▼

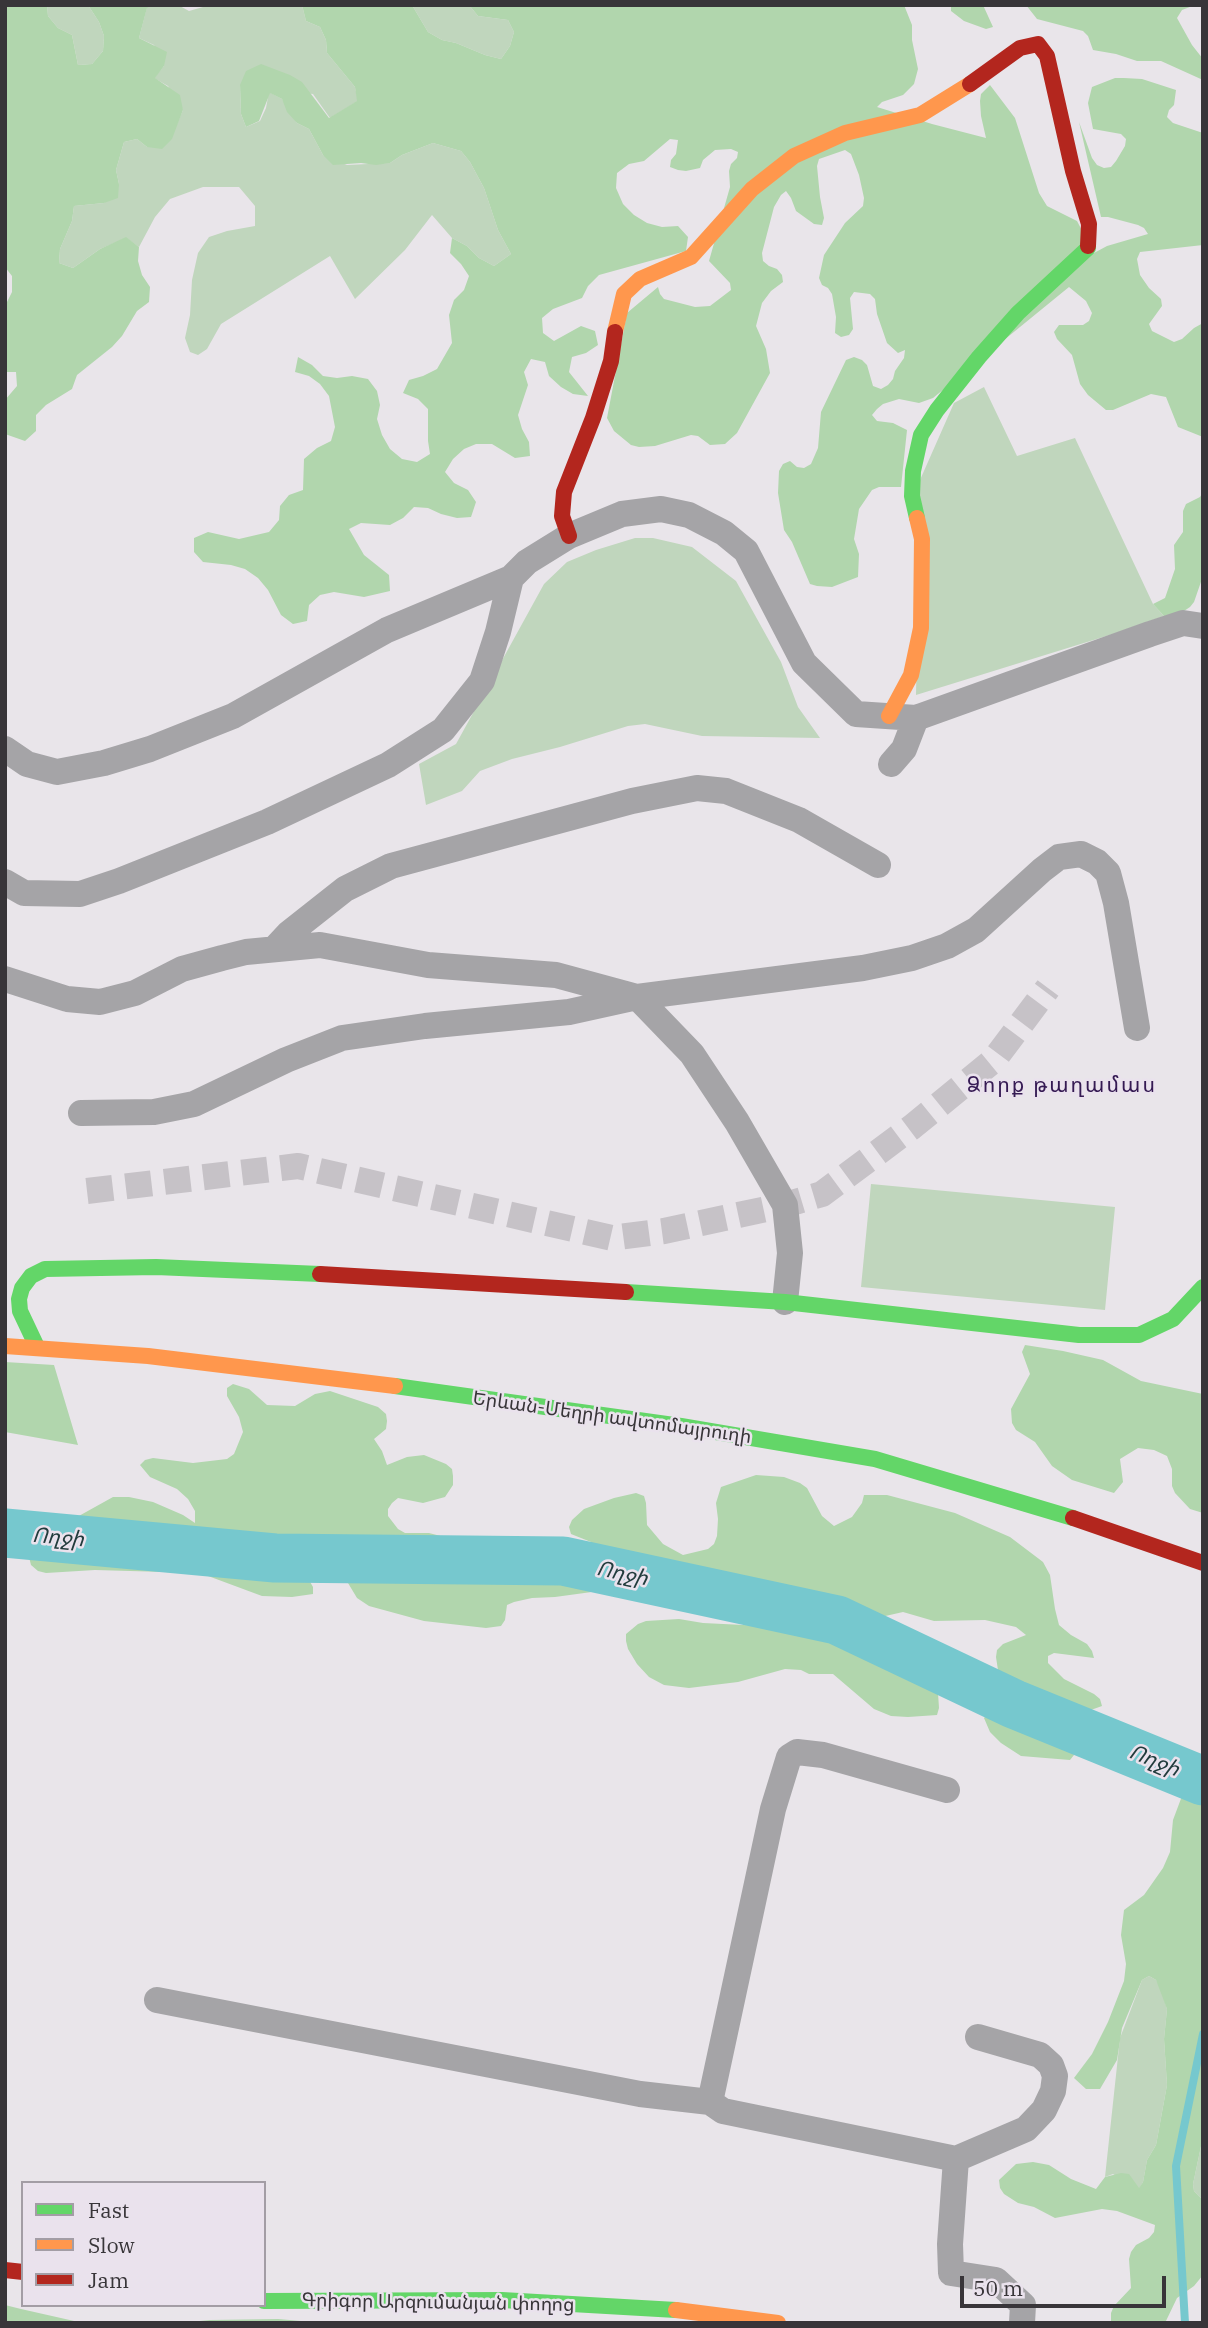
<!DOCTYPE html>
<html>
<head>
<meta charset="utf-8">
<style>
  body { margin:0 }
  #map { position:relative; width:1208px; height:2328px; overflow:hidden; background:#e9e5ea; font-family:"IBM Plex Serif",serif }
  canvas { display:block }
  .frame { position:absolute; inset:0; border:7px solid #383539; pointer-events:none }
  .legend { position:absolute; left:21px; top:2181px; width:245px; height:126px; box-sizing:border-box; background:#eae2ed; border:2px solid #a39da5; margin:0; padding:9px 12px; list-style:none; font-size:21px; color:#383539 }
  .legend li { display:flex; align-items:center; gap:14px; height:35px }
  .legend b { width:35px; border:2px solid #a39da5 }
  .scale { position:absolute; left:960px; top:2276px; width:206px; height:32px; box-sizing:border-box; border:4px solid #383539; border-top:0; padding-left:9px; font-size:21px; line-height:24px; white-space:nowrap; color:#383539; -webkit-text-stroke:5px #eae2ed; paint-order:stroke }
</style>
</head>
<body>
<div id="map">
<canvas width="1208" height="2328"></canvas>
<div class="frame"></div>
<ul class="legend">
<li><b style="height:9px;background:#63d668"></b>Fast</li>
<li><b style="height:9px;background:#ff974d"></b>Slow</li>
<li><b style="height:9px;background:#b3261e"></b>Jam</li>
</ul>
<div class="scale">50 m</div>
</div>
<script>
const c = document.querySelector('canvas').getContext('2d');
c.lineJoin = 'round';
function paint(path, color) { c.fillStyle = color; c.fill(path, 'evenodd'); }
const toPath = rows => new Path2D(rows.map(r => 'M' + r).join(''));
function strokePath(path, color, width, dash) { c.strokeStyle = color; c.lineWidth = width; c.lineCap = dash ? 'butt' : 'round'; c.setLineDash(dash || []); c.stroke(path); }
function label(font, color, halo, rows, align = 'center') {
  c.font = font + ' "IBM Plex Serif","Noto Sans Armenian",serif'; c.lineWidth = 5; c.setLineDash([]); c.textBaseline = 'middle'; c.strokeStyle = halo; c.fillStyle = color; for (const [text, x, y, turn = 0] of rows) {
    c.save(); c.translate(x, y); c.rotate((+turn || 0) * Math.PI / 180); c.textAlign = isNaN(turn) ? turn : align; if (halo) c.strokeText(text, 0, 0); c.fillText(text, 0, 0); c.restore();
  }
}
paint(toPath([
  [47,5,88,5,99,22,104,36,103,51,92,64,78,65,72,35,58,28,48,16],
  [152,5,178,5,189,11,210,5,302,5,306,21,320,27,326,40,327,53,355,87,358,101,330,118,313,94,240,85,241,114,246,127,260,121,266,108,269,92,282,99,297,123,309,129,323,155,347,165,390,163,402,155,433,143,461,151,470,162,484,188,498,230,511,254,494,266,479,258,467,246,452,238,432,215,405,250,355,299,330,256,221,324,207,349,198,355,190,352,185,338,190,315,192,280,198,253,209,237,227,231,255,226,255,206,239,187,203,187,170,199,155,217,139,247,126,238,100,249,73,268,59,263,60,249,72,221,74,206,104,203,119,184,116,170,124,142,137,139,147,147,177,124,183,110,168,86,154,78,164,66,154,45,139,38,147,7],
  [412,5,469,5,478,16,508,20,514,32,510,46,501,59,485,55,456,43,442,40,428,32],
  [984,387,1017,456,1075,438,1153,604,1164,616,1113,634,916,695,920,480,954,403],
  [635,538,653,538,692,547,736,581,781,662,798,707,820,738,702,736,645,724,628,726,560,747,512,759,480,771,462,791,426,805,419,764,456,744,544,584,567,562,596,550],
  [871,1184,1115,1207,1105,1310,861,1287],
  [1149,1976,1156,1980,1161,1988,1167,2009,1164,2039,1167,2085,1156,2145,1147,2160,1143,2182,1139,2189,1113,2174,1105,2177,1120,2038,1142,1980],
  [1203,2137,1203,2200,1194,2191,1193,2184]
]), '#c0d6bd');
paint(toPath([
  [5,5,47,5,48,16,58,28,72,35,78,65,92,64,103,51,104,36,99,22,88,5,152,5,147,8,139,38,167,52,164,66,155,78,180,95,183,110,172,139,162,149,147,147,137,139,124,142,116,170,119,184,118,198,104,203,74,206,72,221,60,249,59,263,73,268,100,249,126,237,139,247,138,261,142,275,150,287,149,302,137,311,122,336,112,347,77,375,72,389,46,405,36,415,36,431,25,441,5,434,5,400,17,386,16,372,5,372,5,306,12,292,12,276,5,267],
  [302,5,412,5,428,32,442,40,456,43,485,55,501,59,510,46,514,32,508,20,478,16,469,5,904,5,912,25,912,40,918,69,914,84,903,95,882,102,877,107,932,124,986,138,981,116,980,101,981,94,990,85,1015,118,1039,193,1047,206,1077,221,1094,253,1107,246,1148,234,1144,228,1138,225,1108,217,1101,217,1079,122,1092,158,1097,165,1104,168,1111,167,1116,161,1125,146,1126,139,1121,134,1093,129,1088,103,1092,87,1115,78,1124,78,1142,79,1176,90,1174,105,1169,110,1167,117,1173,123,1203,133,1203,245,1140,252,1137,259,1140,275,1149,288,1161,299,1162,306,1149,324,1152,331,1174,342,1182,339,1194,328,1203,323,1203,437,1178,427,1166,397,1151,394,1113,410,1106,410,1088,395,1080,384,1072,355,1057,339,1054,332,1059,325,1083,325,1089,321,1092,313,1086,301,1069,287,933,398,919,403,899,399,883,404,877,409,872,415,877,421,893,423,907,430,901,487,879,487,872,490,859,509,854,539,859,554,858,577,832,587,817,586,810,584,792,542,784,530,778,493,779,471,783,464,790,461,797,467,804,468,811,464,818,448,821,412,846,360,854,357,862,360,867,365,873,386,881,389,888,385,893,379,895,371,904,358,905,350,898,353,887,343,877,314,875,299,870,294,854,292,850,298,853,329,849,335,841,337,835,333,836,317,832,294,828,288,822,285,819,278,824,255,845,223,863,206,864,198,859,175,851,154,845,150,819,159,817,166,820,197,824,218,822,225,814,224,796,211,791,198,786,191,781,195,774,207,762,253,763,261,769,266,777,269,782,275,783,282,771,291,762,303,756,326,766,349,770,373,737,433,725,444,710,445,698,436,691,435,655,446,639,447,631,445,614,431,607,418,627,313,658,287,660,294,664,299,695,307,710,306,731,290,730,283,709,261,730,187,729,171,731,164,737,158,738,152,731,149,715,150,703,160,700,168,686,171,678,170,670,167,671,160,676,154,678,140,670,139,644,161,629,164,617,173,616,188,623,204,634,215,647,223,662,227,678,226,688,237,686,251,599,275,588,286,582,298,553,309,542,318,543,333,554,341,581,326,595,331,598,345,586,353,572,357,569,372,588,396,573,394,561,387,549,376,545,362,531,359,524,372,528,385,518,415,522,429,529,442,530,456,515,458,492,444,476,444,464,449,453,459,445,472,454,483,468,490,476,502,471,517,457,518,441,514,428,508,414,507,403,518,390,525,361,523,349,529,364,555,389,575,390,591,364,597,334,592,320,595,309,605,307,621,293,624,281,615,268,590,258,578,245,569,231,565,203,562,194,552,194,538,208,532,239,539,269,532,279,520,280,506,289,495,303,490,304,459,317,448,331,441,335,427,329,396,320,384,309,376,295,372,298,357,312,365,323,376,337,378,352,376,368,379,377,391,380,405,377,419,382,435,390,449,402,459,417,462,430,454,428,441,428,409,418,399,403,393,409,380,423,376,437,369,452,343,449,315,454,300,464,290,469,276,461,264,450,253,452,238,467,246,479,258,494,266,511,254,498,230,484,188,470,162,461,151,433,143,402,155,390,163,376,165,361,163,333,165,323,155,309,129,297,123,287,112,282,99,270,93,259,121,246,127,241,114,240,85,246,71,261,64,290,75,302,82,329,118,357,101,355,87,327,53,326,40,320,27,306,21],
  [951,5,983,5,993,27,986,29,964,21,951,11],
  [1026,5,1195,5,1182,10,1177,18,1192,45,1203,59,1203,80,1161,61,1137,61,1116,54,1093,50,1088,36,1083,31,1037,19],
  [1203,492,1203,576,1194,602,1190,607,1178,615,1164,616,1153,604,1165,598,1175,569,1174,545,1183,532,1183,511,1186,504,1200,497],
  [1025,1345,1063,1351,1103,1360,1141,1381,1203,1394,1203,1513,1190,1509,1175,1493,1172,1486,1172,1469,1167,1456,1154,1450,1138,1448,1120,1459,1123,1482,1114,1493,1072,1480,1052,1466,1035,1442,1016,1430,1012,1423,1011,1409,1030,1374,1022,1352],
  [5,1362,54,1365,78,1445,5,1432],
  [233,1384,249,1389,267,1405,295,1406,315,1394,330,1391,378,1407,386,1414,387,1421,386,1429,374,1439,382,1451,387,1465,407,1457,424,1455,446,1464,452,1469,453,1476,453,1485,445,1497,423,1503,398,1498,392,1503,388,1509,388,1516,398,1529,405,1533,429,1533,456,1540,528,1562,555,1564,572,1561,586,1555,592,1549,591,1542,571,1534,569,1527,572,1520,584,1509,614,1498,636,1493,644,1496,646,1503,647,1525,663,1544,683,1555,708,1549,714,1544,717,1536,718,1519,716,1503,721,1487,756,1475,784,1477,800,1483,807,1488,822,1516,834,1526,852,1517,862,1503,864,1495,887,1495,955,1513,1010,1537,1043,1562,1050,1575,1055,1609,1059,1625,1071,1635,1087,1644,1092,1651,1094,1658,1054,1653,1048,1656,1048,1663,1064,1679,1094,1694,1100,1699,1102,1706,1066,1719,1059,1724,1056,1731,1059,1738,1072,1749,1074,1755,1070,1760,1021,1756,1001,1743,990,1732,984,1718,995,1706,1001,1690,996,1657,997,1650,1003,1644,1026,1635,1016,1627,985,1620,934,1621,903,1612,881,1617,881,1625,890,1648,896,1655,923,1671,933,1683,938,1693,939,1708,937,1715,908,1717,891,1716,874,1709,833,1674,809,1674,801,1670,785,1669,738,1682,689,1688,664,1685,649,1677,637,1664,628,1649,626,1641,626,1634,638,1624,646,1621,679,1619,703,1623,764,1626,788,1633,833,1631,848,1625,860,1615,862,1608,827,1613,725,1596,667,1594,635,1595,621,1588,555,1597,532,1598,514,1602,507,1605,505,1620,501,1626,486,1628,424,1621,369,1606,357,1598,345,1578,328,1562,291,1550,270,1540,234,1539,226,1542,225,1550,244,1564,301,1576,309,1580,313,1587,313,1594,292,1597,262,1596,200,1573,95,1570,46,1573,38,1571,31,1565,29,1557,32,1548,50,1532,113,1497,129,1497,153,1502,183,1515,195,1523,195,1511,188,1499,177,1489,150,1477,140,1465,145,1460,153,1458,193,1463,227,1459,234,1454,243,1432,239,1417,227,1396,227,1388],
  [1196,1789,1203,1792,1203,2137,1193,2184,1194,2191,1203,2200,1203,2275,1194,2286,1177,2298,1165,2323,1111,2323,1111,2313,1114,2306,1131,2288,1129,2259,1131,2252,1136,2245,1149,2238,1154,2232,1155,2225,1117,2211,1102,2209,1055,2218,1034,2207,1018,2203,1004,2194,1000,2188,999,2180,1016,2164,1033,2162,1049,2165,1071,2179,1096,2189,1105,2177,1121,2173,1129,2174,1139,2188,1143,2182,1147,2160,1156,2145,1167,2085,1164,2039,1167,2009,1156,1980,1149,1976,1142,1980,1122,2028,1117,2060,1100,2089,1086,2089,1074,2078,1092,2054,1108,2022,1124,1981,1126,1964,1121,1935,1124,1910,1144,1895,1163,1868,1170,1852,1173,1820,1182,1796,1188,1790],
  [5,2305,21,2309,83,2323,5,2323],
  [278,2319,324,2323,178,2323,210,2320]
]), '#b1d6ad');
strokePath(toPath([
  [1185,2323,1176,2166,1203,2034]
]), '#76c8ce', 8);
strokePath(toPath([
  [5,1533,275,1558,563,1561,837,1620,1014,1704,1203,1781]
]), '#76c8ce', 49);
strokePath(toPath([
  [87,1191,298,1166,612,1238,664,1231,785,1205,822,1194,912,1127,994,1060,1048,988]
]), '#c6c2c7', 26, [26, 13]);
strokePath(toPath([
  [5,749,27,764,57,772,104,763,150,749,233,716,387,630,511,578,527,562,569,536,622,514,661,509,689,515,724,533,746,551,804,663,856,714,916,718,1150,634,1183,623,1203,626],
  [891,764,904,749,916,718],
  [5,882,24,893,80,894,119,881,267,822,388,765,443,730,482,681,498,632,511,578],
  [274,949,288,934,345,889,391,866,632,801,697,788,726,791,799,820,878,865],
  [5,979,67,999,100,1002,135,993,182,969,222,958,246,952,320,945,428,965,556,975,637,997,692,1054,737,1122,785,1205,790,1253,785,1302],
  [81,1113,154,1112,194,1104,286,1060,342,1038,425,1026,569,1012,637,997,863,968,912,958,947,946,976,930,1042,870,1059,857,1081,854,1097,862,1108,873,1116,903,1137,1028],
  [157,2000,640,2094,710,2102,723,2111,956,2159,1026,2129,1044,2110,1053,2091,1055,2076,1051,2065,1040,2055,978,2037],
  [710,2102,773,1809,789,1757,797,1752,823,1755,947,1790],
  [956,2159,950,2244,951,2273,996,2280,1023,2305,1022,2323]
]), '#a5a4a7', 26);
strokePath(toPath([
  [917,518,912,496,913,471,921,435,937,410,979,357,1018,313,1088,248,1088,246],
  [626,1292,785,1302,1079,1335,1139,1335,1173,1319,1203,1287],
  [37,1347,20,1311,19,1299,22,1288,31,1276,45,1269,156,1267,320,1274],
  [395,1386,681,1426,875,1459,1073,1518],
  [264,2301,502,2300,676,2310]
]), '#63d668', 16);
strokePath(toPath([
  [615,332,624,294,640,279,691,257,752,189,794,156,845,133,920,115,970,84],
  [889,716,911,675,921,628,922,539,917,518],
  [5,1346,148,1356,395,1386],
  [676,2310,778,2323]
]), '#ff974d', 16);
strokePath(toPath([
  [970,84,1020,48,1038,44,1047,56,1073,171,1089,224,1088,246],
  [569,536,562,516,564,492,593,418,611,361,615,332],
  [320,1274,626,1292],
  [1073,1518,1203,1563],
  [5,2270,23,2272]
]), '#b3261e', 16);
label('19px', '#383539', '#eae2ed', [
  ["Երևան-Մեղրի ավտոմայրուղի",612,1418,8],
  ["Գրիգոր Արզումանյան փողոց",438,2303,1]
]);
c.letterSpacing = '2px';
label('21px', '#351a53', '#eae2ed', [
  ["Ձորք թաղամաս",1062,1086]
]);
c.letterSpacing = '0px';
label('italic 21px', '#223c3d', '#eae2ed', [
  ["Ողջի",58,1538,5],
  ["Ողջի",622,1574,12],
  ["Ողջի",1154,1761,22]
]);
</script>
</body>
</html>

▲

### Problem statement
Only the number is needed here: how many lines of the records contain "center"?

### Solution for this exercise
2